Former Skunk Works director Ben Rich confirmed that "Aurora" was simply a myth in Skunk Works (1994), a book detailing his days as the director. Rich wrote that a colonel working in the Pentagon arbitrarily assigned the name "Aurora" to the funding for the B-2 bomber design competition and somehow the name was leaked to the media.[3]

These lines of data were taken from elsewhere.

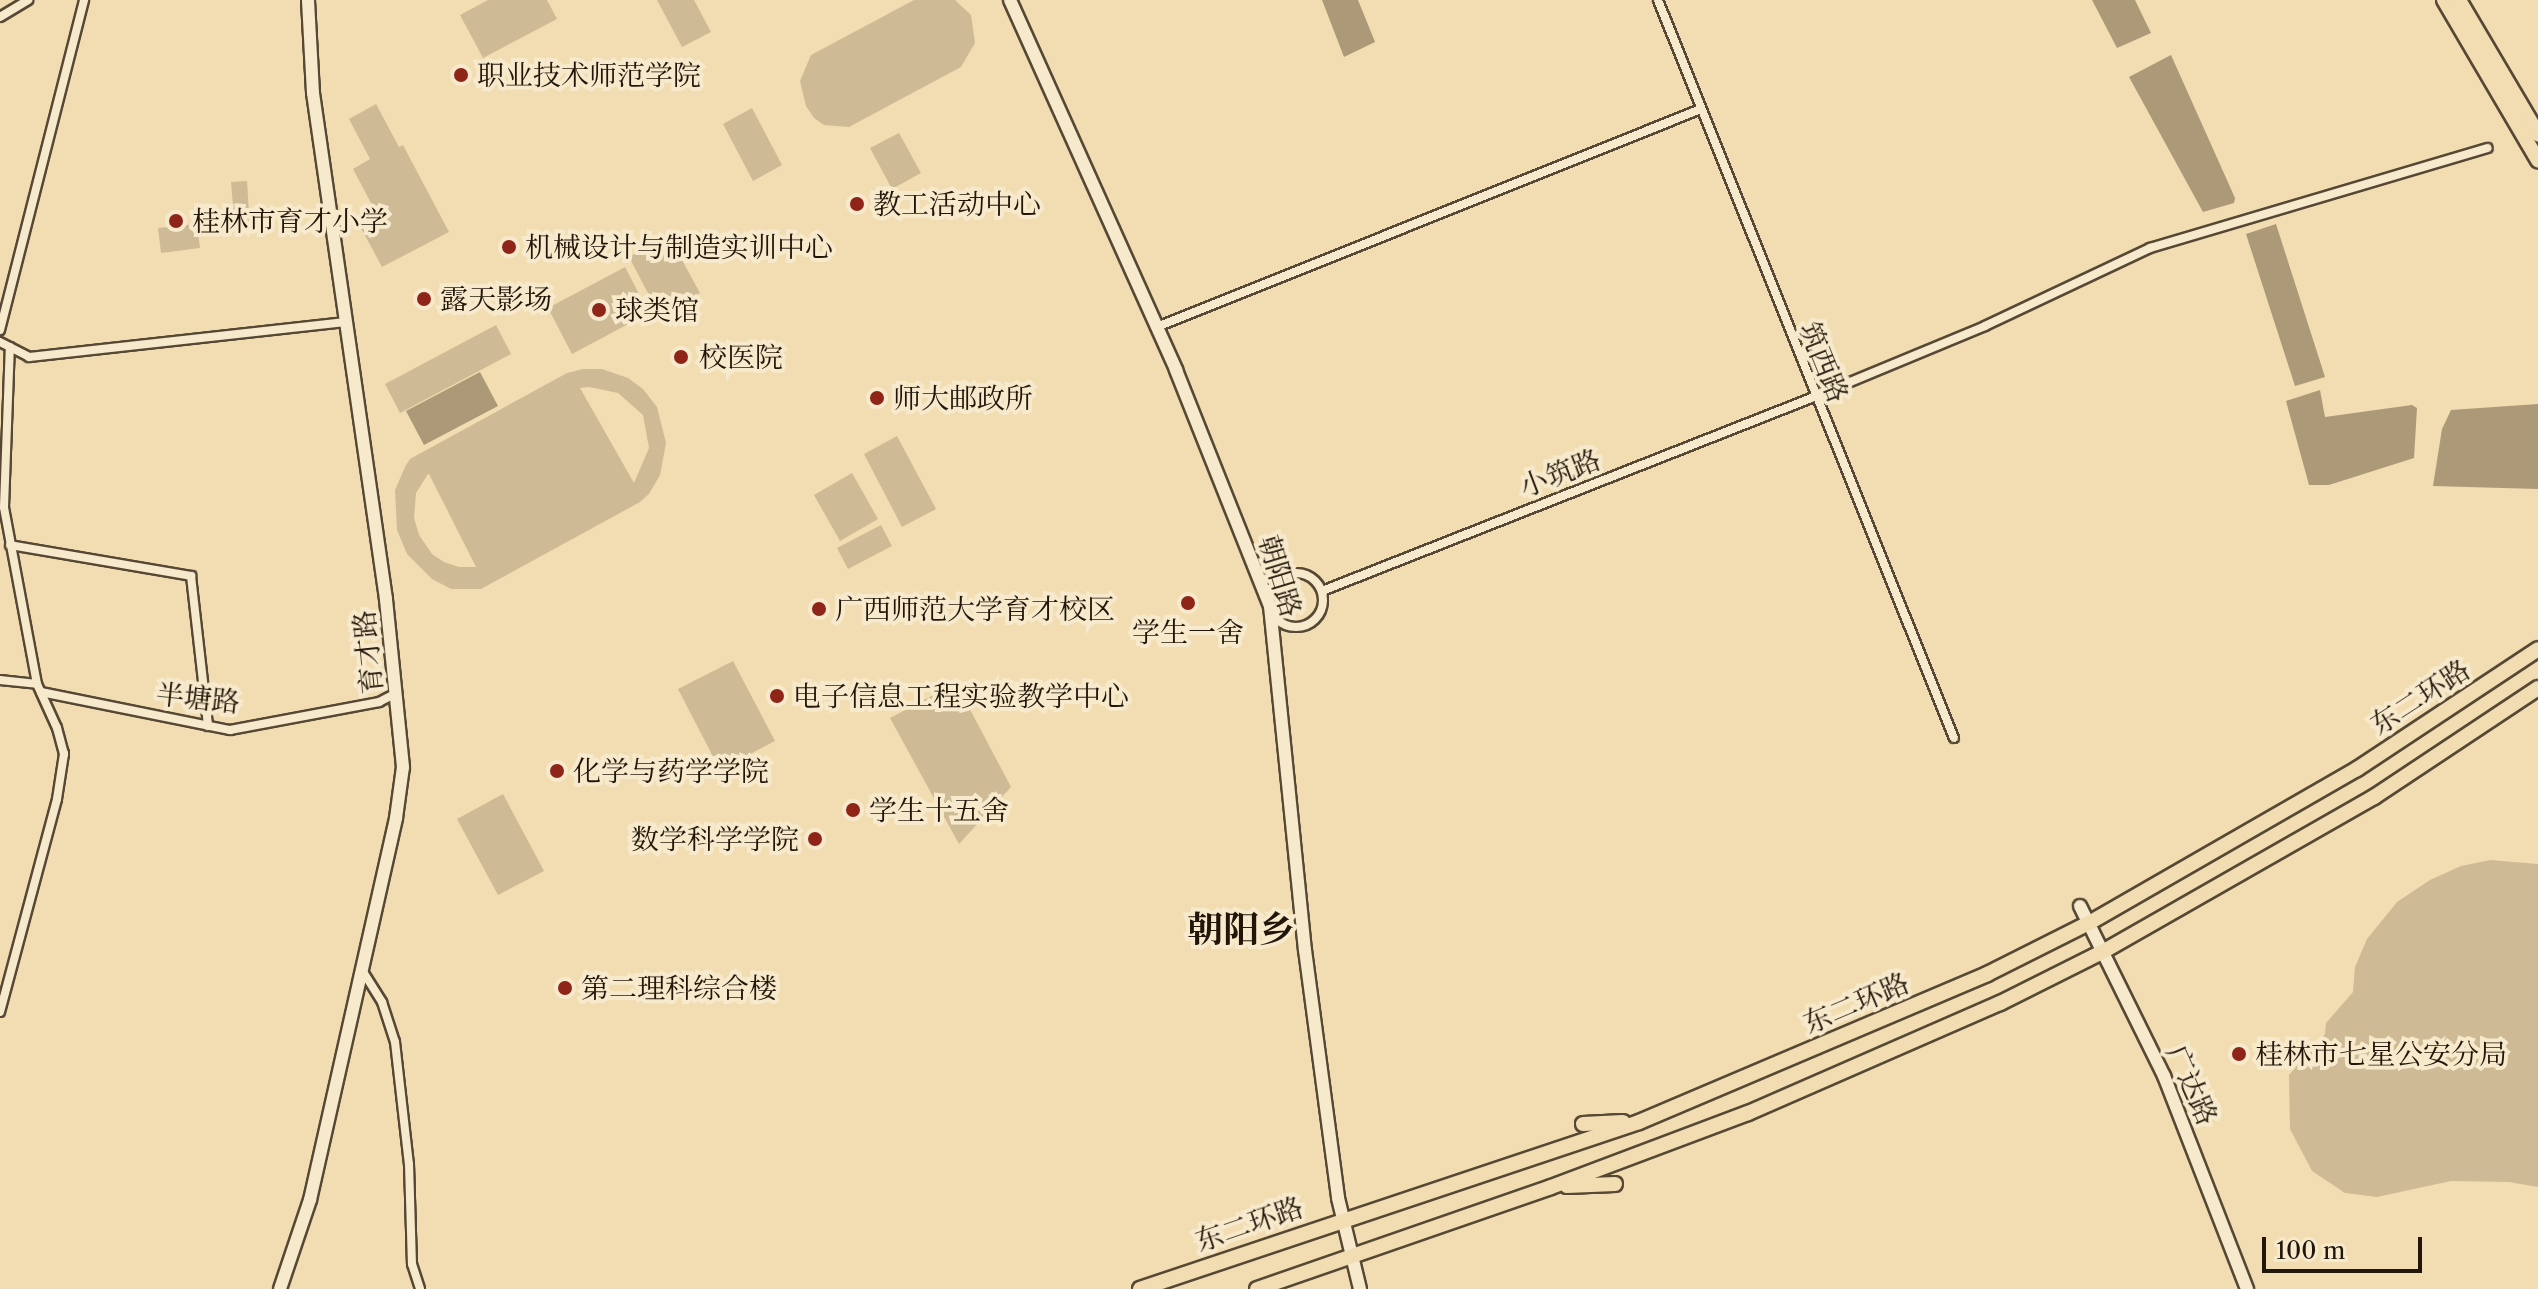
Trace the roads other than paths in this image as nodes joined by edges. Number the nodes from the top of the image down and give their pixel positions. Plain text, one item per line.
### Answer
1 (28, 0) edge
2 (84, 0) edge
3 (308, 0) edge
4 (1010, 0) edge
5 (1658, 0) edge
6 (2444, 0) edge
7 (2459, 0) edge
8 (0, 17) edge
9 (1701, 109) junction
10 (2538, 134) edge
11 (2488, 148) dead end
12 (2538, 160) edge
13 (346, 322) junction
14 (1157, 327) junction
15 (0, 330) edge
16 (0, 342) edge
17 (10, 347) junction
18 (1814, 397) junction
19 (10, 545) junction
20 (1322, 591) junction
21 (1270, 606) junction
22 (2538, 649) edge
23 (0, 680) edge
24 (39, 688) junction
25 (2538, 688) edge
26 (397, 693) junction
27 (208, 726) junction
28 (1954, 738) dead end
29 (2080, 906) dead end
30 (2089, 923) junction
31 (2104, 951) junction
32 (362, 969) junction
33 (0, 1012) edge
34 (1639, 1122) junction
35 (1583, 1124) dead end
36 (1615, 1184) dead end
37 (1551, 1187) junction
38 (1341, 1220) junction
39 (1352, 1257) junction
40 (1357, 1286) edge
41 (280, 1289) edge
42 (420, 1289) edge
43 (1140, 1289) edge
44 (1257, 1289) edge
45 (2247, 1289) edge

1 - 8 street
2 - 15 street
3 - 13 street, 育才路
4 - 14 street, 朝阳路
5 - 9 street, 筑西路
6 - 12 main road
7 - 10 main road
9 - 14 street
9 - 18 street, 筑西路
11 - 18 street, 小筑路
13 - 17 street
13 - 26 street, 育才路
14 - 21 street, 朝阳路
16 - 17 street
17 - 19 street
18 - 20 street, 小筑路
18 - 28 street, 筑西路
19 - 24 street
19 - 27 street
20 - 21 street
20 - 21 street
21 - 38 street, 朝阳路
22 - 30 main road, 东二环路
23 - 24 street, 半塘路
24 - 27 street, 半塘路
24 - 33 street
25 - 31 main road, 东二环路
26 - 27 street, 半塘路
26 - 32 street, 育才路
29 - 30 street, 广达路
30 - 31 street, 广达路
30 - 34 main road, 东二环路
31 - 37 main road, 东二环路
31 - 45 street, 广达路
32 - 41 street, 育才路
32 - 42 street
34 - 35 main road
34 - 38 main road, 东二环路
36 - 37 main road
37 - 39 main road, 东二环路
38 - 39 street, 朝阳路
38 - 43 main road, 东二环路
39 - 40 street, 朝阳路
39 - 44 main road, 东二环路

In 2006, veteran black project watcher and aviation writer Bill Sweetman said, "Does Aurora exist? Years of pursuit have led me to believe that, yes, Aurora is most likely in active development, spurred on by recent advances that have allowed technology to catch up with the ambition that launched the program a generation ago."[4]

Background edit

The Aurora legend started in 1985, when the Los Angeles Times[5] and later Aviation Week & Space Technology magazine broke the news that the term "Aurora" had been inadvertently included in the 1985 U.S. budget, as an allocation of $455 million for "black aircraft production" in FY 1987.[6] According to Aviation Week, Project Aurora referred to a group of exotic aircraft, and not to one particular airframe. Funding of the project allegedly reached $2.3 billion in fiscal 1987, according to a 1986 procurement document obtained by Aviation Week. In the 1994 book Skunk Works, Ben Rich, the former head of Lockheed's Skunk Works division, wrote that the Aurora was the budgetary code name for the stealth bomber fly-off that resulted in the B-2 Spirit.[7]

Evidence edit

By the late 1980s, many aerospace industry observers believed that the U.S. had the technological capability to build a Mach 5 (hypersonic speed) replacement for the aging Lockheed SR-71 Blackbird. Detailed examinations of the U.S. defense budget claimed to have found money missing or channeled into black projects.[8] By the mid-1990s, reports surfaced of sightings of unidentified aircraft flying over California and the United Kingdom involving odd-shaped contrails, sonic booms, and related phenomena that suggested the US had developed such an aircraft. Nothing ever linked any of these observations to any program or aircraft type, but the name Aurora was often tagged on these as a way of explaining the observations.[1]

British sighting claims edit

In late August 1989, while working as an engineer on the jack-up barge GSF Galveston Key in the North Sea, Chris Gibson saw an unfamiliar isosceles triangle-shaped delta aircraft, apparently refueling from a Boeing KC-135 Stratotanker and accompanied by a pair of F-111 fighter-bombers. Gibson watched the aircraft for several minutes, until they went out of sight. He subsequently drew a sketch of the formation.

 
Artist's rendering of the Aurora from various angles

When the sighting was made public in 1992, the British Defence Secretary Tom King was told, "There is no knowledge in the MoD of a 'black' programme of this nature, although it would not surprise the relevant desk officers in the Air Staff and Defence Intelligence Staff if it did exist."[9]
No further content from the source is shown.